Stop at the line containing "Extract the road": repeat exactly every line of the entries below from the first up to it, plus that line, with pictures omitted.

Saved entries

—————

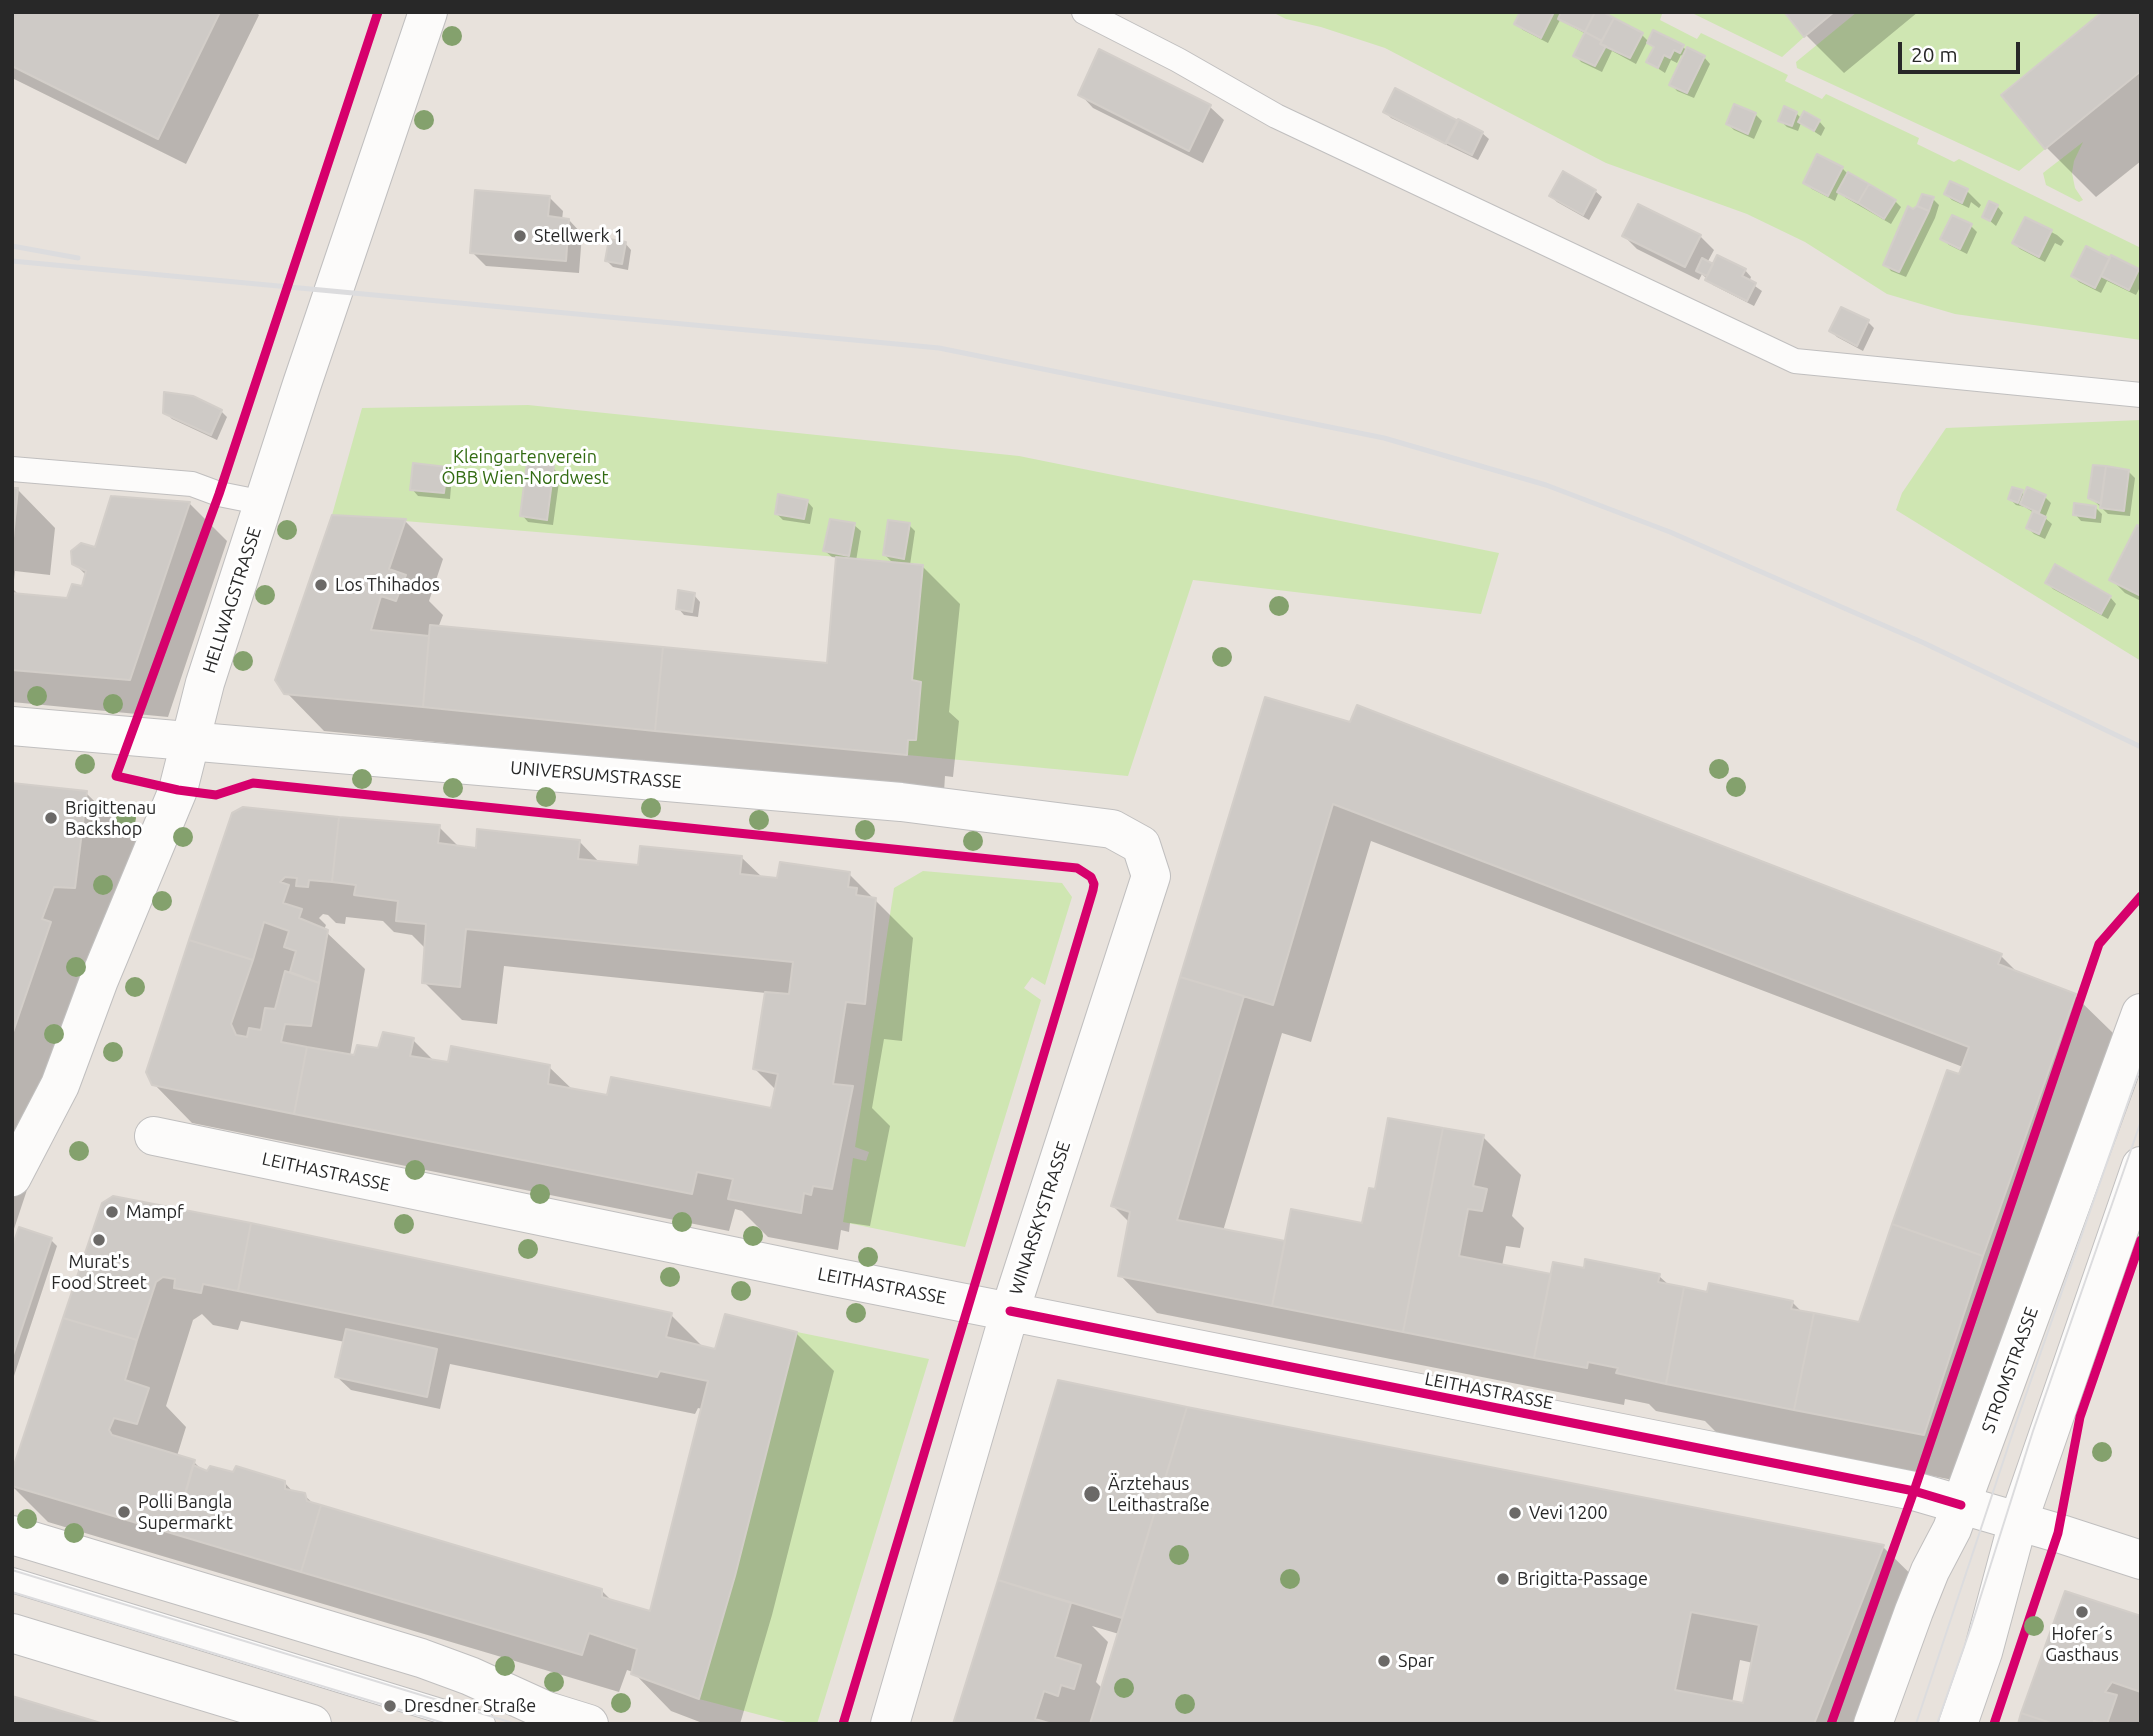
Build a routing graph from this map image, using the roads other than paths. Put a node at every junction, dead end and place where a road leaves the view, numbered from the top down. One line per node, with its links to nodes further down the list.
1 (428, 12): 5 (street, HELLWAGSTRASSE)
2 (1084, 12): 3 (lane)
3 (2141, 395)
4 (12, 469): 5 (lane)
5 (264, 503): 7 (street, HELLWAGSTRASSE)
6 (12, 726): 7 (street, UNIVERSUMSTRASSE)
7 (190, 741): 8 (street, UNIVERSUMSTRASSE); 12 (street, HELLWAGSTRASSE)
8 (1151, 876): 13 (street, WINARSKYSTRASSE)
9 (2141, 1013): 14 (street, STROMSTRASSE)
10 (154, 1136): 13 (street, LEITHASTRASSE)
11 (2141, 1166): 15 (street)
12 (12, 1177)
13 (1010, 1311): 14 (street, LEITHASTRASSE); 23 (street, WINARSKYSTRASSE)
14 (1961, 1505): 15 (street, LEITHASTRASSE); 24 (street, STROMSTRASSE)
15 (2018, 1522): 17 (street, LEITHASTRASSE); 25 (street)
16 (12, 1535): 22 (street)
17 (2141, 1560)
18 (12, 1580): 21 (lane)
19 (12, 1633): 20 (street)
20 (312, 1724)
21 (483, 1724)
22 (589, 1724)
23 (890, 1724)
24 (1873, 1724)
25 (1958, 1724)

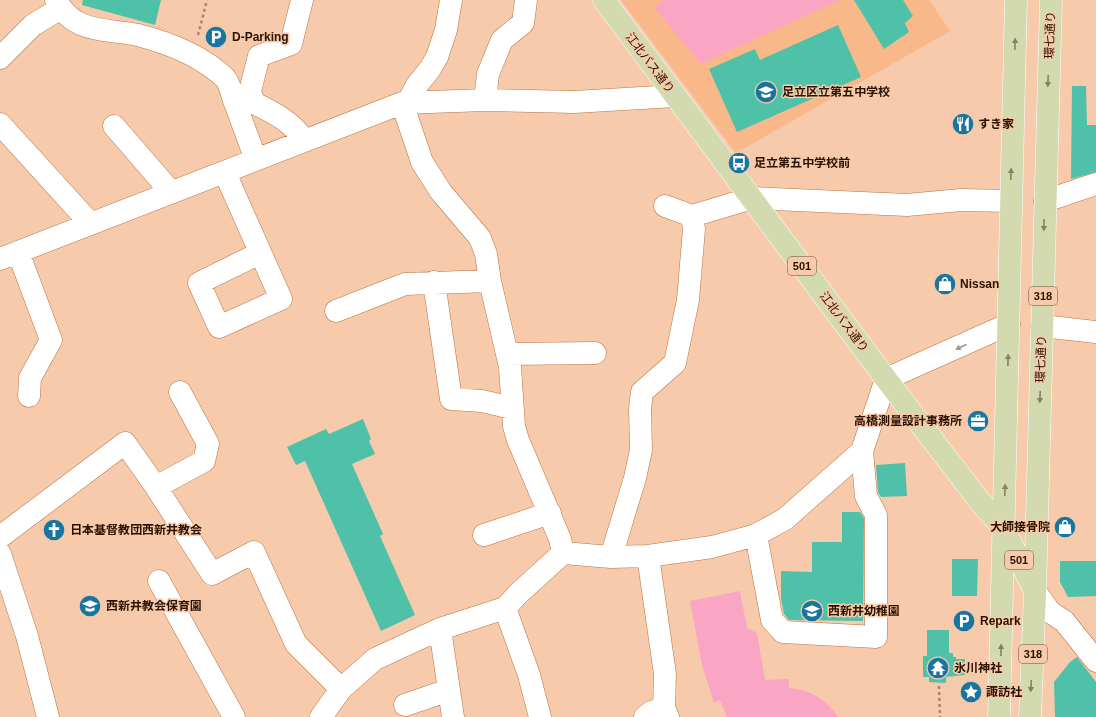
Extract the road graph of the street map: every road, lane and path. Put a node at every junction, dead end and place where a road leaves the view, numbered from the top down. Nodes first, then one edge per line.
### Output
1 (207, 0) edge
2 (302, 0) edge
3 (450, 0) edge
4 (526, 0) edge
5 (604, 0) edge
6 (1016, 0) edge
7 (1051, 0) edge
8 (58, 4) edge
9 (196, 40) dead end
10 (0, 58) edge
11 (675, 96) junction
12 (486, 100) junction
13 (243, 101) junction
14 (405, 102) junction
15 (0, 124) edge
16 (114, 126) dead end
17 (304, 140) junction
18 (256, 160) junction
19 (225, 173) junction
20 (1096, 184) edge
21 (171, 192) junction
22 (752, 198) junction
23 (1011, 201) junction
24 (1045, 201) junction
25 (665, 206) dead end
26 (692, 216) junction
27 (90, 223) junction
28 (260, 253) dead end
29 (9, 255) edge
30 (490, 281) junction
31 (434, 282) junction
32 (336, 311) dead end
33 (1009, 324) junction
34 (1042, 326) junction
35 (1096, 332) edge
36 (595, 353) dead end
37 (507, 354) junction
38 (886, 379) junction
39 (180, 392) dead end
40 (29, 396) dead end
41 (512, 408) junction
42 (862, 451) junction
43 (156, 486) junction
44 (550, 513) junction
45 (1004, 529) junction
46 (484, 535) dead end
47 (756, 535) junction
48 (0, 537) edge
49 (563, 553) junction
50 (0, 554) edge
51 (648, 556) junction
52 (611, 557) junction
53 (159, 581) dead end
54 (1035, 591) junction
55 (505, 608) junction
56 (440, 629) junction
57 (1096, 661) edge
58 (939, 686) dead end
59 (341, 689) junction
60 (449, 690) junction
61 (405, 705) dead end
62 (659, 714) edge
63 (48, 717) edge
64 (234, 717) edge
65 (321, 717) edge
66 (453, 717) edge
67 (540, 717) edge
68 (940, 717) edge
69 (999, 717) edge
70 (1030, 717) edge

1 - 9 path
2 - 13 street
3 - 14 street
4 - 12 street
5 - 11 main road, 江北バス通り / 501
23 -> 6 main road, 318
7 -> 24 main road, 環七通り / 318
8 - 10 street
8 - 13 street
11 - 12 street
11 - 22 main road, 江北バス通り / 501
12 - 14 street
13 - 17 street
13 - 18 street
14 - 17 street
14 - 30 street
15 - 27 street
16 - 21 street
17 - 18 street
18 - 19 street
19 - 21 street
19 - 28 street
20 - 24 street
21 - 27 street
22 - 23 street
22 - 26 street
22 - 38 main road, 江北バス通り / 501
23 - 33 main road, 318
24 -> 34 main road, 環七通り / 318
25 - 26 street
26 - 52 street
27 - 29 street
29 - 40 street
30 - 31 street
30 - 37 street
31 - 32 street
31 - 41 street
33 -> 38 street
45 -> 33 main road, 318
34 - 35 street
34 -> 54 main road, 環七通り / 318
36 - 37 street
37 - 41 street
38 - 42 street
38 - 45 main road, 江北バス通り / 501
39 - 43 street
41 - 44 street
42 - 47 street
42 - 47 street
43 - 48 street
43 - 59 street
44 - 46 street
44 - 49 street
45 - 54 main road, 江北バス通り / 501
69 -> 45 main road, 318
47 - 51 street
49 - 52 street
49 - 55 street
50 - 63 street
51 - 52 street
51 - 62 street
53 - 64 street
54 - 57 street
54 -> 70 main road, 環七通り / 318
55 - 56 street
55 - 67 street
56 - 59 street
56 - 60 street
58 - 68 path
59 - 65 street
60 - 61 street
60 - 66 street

—————

**Output**.
Build a routing graph from this map image, using the roads other than paths. Put a node at every junction, dead end and place where a road leaves the view, numbered from the top down. One line per node, with its links to nodes further down the list.
1 (428, 12): 5 (street, HELLWAGSTRASSE)
2 (1084, 12): 3 (lane)
3 (2141, 395)
4 (12, 469): 5 (lane)
5 (264, 503): 7 (street, HELLWAGSTRASSE)
6 (12, 726): 7 (street, UNIVERSUMSTRASSE)
7 (190, 741): 8 (street, UNIVERSUMSTRASSE); 12 (street, HELLWAGSTRASSE)
8 (1151, 876): 13 (street, WINARSKYSTRASSE)
9 (2141, 1013): 14 (street, STROMSTRASSE)
10 (154, 1136): 13 (street, LEITHASTRASSE)
11 (2141, 1166): 15 (street)
12 (12, 1177)
13 (1010, 1311): 14 (street, LEITHASTRASSE); 23 (street, WINARSKYSTRASSE)
14 (1961, 1505): 15 (street, LEITHASTRASSE); 24 (street, STROMSTRASSE)
15 (2018, 1522): 17 (street, LEITHASTRASSE); 25 (street)
16 (12, 1535): 22 (street)
17 (2141, 1560)
18 (12, 1580): 21 (lane)
19 (12, 1633): 20 (street)
20 (312, 1724)
21 (483, 1724)
22 (589, 1724)
23 (890, 1724)
24 (1873, 1724)
25 (1958, 1724)

Extract the road graph of the street map: every road, lane and path. Put a node at every junction, dead end and place where a road leaves the view, numbered from the top down. Nodes first, then one edge per line.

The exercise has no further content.